Personal information
- Born: 6 August 1984 (age 41)

Sport
- Country: South Korea
- Sport: Archery
- Event: Recurve

Medal record
Women's archery
Representing South Korea
Olympic Games
| Gold medal – first place | 2012 London | Team |
World Cup Final
| Bronze medal – third place | 2012 Tokyo | Individual |

Korean name
- Hangul: 최현주
- RR: Choe Hyeonju
- MR: Ch'oe Hyŏnju

= Choi Hyeon-ju =

South Korean archer (born 1984)

Choi Hyeon-ju (/ko/; born 6 August 1984, in Jeonbuk) is a South Korean archer. She competed at the 2012 Summer Olympics where she won gold medal in the women's team event.

==Career==
- 2012 Summer Olympics
Choi made her Olympic debut at the 2012 London Games as part of the South Korean women's archery team alongside Ki Bo-bae and Lee Sung-jin. The trio collectively finished top of the team standings in the 72-arrow ranking round, which determined the seedings for the subsequent elimination rounds, with Ki and Lee heading the results for the individual event. Choi however struggled with nerves in her first Olympic competition and concluded the round twenty points adrift of her teammates, scoring 651 points from a maximum of 720 and finishing in a distant 21st place.

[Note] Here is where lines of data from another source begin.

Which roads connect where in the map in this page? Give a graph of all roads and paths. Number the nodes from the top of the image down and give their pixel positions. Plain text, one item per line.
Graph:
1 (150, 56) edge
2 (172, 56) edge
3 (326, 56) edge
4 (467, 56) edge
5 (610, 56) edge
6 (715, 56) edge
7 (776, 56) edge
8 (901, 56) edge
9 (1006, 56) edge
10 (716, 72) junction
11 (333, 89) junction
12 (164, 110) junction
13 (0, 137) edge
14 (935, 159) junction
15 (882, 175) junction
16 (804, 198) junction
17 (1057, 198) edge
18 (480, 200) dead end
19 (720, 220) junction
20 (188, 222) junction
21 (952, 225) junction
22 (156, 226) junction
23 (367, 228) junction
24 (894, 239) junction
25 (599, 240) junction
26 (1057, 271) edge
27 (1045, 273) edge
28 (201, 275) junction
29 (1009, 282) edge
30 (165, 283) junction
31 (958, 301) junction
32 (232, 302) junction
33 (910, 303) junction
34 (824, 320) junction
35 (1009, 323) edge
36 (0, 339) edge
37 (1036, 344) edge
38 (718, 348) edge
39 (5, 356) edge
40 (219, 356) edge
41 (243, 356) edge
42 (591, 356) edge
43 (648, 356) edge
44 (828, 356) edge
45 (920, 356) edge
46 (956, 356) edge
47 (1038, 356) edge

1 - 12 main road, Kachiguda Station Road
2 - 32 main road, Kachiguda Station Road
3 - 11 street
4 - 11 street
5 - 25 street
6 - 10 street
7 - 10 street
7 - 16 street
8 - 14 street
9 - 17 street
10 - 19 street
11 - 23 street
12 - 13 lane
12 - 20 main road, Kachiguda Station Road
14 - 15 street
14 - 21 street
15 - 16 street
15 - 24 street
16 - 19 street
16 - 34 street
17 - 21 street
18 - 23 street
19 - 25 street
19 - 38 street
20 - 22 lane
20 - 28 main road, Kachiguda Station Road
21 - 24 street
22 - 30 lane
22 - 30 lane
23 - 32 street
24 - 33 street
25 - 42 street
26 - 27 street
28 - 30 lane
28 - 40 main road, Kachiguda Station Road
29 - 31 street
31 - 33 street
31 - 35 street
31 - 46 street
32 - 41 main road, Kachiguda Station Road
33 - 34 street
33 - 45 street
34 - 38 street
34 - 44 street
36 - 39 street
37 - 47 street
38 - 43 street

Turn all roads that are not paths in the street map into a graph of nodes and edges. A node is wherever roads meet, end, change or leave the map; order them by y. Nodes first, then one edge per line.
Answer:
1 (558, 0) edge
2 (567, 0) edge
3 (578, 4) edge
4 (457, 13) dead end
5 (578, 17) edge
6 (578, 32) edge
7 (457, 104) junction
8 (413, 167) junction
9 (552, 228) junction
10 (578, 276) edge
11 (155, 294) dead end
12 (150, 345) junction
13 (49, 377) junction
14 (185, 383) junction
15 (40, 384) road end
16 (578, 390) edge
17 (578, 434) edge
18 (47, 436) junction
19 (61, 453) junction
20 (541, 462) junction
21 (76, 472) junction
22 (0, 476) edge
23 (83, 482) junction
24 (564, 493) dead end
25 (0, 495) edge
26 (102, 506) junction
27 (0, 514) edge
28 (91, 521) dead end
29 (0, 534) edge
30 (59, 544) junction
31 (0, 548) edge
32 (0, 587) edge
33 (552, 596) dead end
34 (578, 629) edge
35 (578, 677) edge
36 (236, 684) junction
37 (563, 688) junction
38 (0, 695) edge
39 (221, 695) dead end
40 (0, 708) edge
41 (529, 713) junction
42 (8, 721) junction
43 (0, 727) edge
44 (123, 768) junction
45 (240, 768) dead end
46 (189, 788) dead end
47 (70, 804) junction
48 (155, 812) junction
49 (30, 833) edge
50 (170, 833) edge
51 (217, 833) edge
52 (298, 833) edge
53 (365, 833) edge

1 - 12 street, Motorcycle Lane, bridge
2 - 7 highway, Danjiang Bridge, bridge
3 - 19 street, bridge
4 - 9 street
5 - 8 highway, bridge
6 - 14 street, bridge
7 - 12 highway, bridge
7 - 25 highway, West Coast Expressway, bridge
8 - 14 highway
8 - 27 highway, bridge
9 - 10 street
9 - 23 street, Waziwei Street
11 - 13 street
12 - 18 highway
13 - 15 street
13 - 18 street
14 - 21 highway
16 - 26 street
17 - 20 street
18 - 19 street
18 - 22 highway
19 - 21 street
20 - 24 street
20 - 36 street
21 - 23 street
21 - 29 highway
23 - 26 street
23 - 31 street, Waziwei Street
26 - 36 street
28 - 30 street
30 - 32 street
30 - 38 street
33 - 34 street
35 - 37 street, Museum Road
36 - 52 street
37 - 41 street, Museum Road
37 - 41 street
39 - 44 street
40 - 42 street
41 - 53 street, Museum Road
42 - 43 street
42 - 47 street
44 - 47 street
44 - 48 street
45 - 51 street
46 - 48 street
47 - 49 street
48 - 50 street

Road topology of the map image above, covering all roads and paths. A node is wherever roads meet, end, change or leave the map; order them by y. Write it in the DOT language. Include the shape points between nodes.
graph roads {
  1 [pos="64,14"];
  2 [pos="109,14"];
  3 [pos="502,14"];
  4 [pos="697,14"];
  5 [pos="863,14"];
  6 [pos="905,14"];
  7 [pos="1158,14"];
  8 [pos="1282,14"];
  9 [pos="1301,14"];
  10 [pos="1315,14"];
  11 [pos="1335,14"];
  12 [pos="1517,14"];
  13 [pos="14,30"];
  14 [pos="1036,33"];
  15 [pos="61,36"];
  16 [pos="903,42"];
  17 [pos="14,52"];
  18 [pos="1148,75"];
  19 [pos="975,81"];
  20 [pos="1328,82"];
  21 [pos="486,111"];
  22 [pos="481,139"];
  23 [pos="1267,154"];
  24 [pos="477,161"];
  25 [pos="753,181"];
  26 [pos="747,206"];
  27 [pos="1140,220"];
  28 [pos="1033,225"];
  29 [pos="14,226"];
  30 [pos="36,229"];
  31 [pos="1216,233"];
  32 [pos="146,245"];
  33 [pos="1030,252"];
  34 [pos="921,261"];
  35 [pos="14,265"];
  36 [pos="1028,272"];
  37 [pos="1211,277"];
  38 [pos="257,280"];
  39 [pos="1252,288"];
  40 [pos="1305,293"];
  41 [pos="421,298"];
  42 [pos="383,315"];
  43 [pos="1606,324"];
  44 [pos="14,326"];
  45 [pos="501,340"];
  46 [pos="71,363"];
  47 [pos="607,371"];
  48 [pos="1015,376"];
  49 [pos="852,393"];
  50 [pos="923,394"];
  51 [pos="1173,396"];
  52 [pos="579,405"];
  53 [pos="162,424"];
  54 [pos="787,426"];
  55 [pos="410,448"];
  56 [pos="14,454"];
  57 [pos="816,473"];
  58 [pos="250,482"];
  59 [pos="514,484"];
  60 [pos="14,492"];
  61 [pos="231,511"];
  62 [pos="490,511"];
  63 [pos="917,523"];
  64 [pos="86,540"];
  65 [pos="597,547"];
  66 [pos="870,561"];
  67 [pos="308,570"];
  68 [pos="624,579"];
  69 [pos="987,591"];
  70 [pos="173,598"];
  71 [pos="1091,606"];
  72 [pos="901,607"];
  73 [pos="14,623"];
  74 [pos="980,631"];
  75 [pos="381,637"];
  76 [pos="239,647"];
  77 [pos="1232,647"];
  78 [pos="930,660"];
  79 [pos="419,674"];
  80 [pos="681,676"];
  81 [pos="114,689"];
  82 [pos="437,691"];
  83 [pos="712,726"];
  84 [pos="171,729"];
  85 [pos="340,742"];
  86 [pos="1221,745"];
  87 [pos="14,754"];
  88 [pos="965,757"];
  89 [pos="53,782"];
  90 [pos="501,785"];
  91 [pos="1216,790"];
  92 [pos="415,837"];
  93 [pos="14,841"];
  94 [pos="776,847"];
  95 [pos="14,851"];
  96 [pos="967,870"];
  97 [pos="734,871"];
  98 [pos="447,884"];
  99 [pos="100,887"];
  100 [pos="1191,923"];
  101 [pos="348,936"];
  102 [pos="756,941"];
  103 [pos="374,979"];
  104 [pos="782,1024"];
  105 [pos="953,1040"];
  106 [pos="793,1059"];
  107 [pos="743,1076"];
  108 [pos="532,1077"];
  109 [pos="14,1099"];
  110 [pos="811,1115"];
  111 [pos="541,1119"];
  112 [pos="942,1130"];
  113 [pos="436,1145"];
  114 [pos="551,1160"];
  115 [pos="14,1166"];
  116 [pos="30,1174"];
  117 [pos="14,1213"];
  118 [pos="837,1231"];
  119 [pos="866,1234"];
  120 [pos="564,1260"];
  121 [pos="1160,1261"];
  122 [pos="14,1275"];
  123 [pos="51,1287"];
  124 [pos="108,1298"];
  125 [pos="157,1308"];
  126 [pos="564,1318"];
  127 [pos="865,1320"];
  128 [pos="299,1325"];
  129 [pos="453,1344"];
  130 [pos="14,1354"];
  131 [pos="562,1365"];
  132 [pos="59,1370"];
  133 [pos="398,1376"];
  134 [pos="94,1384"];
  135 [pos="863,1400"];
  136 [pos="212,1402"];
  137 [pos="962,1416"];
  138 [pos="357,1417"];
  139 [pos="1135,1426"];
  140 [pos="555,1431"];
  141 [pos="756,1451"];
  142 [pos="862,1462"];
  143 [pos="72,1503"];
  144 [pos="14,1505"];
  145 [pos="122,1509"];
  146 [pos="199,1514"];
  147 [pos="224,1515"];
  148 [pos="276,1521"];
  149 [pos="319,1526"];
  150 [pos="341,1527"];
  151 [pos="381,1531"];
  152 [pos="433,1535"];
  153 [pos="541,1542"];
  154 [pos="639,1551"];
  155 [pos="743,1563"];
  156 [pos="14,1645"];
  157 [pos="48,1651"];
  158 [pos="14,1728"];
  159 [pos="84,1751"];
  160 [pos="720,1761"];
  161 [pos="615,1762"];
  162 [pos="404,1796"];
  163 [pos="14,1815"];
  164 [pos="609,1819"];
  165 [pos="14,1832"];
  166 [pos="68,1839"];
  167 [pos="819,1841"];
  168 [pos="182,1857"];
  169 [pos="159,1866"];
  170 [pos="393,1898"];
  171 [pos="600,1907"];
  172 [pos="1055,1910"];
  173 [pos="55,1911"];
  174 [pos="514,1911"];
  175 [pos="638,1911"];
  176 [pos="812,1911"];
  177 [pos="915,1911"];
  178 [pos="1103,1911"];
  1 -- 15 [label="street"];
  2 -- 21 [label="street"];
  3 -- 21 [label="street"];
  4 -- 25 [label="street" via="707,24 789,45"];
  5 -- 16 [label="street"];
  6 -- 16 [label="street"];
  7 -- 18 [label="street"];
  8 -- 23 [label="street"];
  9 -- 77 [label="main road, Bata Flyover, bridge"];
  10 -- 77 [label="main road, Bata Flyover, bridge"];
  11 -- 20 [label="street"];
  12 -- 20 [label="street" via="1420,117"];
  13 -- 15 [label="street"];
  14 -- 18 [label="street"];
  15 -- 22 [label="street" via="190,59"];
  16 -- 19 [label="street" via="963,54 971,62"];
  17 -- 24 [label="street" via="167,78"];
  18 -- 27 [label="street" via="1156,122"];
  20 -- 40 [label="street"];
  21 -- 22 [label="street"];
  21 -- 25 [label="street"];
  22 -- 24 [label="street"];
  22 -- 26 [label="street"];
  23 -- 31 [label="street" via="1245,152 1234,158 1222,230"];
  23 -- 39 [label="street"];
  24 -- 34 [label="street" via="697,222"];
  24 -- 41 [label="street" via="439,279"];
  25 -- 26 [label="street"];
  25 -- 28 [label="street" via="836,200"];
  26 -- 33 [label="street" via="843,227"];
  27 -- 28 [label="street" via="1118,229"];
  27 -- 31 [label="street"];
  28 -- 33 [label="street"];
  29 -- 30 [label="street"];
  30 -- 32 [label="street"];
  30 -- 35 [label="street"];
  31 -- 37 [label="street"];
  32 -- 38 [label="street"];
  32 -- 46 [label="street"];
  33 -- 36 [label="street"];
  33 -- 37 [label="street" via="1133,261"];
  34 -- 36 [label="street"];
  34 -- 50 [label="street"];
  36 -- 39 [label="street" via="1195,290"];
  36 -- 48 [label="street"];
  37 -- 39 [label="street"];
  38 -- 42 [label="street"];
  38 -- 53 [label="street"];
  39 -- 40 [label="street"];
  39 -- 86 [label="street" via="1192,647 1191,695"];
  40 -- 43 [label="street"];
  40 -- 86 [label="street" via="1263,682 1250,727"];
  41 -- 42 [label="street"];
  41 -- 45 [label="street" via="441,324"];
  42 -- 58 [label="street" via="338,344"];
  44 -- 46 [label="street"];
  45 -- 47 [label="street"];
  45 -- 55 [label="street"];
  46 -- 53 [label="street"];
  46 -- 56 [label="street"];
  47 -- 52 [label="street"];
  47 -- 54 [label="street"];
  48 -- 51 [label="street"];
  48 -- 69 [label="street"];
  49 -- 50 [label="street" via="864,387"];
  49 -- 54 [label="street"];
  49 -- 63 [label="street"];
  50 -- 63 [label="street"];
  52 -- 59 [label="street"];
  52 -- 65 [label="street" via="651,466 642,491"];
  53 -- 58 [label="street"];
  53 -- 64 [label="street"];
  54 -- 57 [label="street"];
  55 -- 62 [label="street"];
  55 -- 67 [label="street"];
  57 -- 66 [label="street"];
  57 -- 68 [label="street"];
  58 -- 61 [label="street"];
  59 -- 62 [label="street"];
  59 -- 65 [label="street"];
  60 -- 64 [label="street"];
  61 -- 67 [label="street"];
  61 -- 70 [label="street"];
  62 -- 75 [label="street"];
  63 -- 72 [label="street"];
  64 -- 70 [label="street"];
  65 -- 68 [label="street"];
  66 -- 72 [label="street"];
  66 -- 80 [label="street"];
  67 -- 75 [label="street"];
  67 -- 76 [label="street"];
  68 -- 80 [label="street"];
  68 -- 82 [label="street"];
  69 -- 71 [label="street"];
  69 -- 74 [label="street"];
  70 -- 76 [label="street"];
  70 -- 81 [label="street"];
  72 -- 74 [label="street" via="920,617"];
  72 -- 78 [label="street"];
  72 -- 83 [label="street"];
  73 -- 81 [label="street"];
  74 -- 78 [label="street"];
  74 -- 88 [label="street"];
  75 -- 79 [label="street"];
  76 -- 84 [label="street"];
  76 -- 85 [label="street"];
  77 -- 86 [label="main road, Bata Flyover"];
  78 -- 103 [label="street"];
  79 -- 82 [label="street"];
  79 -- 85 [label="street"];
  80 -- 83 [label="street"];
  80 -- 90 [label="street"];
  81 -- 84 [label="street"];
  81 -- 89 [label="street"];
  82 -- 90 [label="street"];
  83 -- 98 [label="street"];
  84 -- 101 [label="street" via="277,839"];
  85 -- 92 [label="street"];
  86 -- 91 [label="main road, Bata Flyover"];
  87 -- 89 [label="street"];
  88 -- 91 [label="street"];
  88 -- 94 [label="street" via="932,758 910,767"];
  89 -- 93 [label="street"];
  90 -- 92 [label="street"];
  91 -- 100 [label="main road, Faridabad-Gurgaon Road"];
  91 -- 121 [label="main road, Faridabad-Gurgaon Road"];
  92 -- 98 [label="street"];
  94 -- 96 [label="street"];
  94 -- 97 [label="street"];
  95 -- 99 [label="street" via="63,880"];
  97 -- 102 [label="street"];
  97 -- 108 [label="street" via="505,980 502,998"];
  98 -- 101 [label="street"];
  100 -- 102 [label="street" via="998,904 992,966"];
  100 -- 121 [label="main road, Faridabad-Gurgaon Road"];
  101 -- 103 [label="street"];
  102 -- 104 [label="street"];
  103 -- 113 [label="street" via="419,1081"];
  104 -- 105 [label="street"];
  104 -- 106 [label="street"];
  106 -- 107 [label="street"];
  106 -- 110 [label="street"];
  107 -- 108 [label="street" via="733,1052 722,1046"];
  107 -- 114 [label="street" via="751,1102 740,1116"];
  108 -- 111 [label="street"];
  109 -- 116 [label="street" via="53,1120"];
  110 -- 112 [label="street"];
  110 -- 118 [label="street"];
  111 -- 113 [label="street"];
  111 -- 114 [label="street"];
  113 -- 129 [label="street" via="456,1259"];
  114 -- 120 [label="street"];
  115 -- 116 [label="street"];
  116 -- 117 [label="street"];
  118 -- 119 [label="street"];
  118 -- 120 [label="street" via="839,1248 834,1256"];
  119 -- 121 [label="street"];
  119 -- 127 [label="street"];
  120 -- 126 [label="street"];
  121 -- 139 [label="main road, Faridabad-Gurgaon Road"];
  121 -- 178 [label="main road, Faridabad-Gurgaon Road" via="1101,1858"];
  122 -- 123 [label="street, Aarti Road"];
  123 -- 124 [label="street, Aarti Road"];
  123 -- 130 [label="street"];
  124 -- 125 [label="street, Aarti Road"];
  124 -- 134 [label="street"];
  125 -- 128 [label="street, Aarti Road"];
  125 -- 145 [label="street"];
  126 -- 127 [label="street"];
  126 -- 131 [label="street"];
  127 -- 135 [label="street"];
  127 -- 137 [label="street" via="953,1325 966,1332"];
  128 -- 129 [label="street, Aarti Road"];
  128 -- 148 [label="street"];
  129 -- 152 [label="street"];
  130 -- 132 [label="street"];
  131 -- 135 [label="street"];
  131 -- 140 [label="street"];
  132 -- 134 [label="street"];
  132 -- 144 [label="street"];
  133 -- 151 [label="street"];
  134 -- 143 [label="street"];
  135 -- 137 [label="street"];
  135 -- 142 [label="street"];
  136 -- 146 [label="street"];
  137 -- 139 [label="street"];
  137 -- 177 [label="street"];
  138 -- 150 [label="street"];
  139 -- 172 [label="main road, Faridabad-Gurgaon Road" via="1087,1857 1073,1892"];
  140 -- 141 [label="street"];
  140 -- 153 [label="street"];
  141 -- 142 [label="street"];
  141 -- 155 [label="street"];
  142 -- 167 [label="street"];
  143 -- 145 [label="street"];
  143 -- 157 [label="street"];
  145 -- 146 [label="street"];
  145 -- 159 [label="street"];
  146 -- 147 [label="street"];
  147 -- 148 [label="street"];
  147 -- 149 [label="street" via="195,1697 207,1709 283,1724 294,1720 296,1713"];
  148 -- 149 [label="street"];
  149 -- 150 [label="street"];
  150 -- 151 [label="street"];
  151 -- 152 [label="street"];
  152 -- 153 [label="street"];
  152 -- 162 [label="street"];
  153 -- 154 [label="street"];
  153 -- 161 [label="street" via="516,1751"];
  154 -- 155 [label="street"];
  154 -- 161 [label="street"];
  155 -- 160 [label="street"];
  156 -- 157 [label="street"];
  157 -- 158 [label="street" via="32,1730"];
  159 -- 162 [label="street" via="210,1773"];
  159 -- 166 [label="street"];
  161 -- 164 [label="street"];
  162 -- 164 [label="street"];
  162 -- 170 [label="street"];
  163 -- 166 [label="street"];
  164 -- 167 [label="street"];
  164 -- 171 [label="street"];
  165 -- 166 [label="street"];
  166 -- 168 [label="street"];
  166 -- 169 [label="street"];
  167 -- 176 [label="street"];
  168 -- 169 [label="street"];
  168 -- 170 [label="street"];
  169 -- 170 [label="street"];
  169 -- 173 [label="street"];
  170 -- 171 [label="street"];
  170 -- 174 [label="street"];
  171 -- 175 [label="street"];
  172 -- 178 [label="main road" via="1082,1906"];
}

South Korea were the overwhelming favourites to win the women's team event, and the trio comfortably defeated Denmark and Japan to reach the final against China. After a slow start – in which Choi shot the team's highest score of eight in the first set of arrows – they recovered to win South Korea's seventh successive Olympic gold medal in the discipline. Choi's medal came despite competing with shoulder pain, which she blamed for her form.

Choi reached the last sixteen in the women's individual event, losing in a one arrow shoot-off to France's Berengère Schuh after tying on set points.